Door de opwarming van de toendra veroorzaakt door klimaatverandering vestigen bevers in Alaska zich steeds verder noordwaarts. Nu blijkt dat de dieren en de dammen die zij aanleggen de door klimaatopwarming veroorzaakte transformatie van het poolgebied versnellen.
Normaal gesproken bewonen bevers koude, noordelijke gebieden. Volgens onderzoek naar de verspreiding van de soort zijn zij nu zelfs naar voorheen onbewoonbaar gebied getrokken. Daar waar 50 jaar geleden geen sporen waren van bevers blijken zij nu frequent voor te komen. Ken Tape, ecoloog aan de Universiteit van Alaska:
“We wisten niet wat we zouden aantreffen en waren zeer verrast.”
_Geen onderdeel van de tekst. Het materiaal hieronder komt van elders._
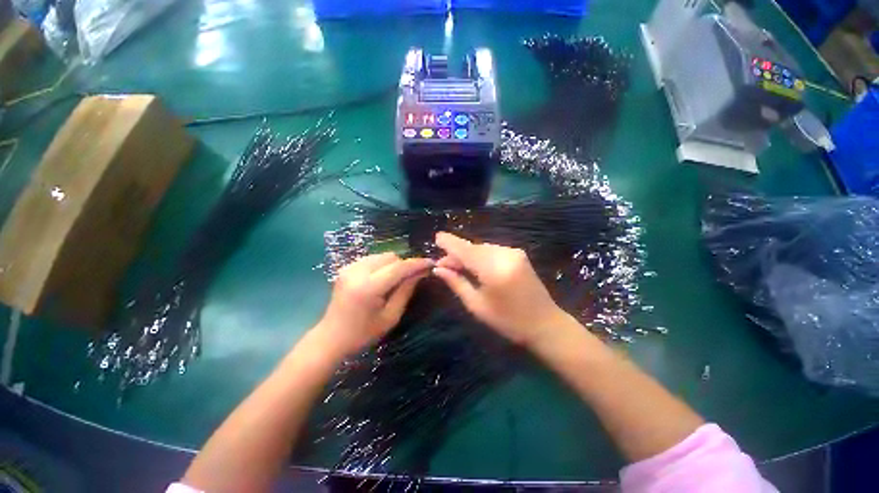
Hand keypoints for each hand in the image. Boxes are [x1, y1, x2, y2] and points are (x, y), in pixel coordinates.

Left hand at [316, 253, 432, 357]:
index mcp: (368, 287)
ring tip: (396, 280)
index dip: (417, 263)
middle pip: (391, 257)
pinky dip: (382, 265)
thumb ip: (406, 290)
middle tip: (412, 277)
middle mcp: (357, 271)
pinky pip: (372, 258)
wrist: (331, 337)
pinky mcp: (346, 267)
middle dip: (404, 265)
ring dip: (394, 264)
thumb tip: (421, 272)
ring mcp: (349, 267)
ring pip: (382, 255)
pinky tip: (382, 279)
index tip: (431, 263)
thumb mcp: (390, 316)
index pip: (399, 267)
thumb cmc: (363, 333)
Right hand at [432, 232, 570, 346]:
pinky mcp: (519, 254)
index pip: (465, 250)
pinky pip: (492, 250)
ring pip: (482, 248)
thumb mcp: (477, 306)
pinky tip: (474, 265)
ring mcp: (514, 252)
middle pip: (473, 248)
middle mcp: (505, 255)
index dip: (449, 243)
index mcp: (494, 269)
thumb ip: (457, 283)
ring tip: (457, 266)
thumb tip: (438, 269)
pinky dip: (480, 256)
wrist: (546, 324)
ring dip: (468, 255)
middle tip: (443, 265)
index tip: (436, 237)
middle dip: (457, 253)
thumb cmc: (508, 321)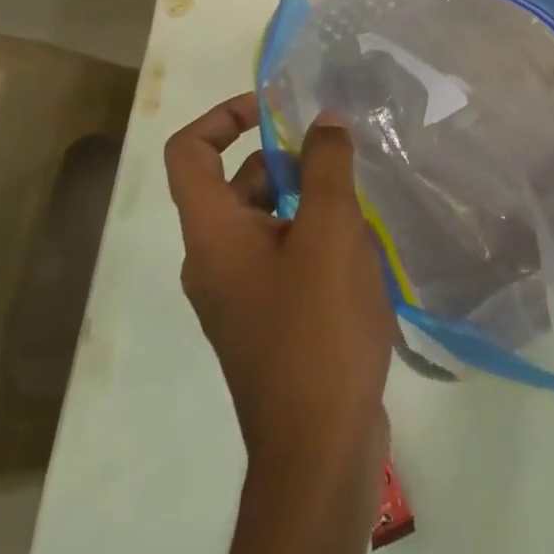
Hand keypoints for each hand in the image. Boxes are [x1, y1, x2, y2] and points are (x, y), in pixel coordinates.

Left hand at [165, 93, 394, 502]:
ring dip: (308, 198)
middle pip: (237, 184)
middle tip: (344, 155)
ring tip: (363, 200)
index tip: (279, 107)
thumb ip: (326, 167)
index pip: (190, 152)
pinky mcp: (270, 322)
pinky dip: (315, 236)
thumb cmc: (318, 329)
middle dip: (288, 158)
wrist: (319, 446)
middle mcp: (215, 262)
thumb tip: (324, 120)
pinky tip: (362, 248)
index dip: (225, 116)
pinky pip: (285, 256)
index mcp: (212, 236)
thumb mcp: (329, 233)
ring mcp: (241, 296)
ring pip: (267, 221)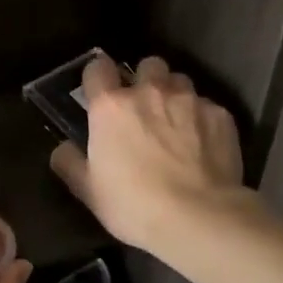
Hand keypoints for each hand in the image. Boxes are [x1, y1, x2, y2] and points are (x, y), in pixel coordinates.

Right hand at [50, 54, 254, 257]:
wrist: (200, 218)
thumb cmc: (134, 204)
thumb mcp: (89, 191)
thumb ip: (70, 163)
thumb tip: (62, 148)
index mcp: (111, 106)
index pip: (97, 68)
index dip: (97, 76)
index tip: (100, 90)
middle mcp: (149, 92)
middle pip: (147, 65)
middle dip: (144, 79)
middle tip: (144, 106)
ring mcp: (189, 100)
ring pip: (180, 80)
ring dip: (174, 95)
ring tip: (176, 121)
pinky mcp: (220, 116)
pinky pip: (207, 106)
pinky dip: (202, 119)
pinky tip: (203, 144)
Door middel van luchtfoto’s en satellietbeelden sinds 1949 hebben de wetenschappers betrokken bij het Arctic Beaver Observation Network meer dan 12.000 meren, of vijvers, geïdentificeerd die in Alaska zijn ontstaan door beverdammen. Dit aantal is in de afgelopen twintig jaar verdubbeld. Door de opwarming van de aarde is de populatie aangevuld met een grote hoeveelheid Noord-Amerikaanse bevers.
.
.
Bevers staan bekend vanwege hun talent om het landschap waarin zij leven te herschikken. Als het mogelijk is graven bevers zich in de oevers van meren en rivieren in, maar ook veranderen zij minder geschikte gebieden door het bouwen van dammen. Met hun krachtige kaken knagen zij bomen om en maken er enorme structuren van aangevuld met takken en modder om velden en bossen te veranderen in ondergelopen gebied. Vanwege dit talent van de bever worden zij vaak uitgezet om overstromingen te voorkomen, zoals door de Britse overheid in de Forest of Dean waar wij eerder over schreven. In dit geval lijken de dammen de nadelige effecten van klimaatverandering echter te verstreken. Ken Tape:
“Die meertjes absorberen warmte beter, ze veranderen de hydrologie van het gebied en de permafrost reageert daarop.”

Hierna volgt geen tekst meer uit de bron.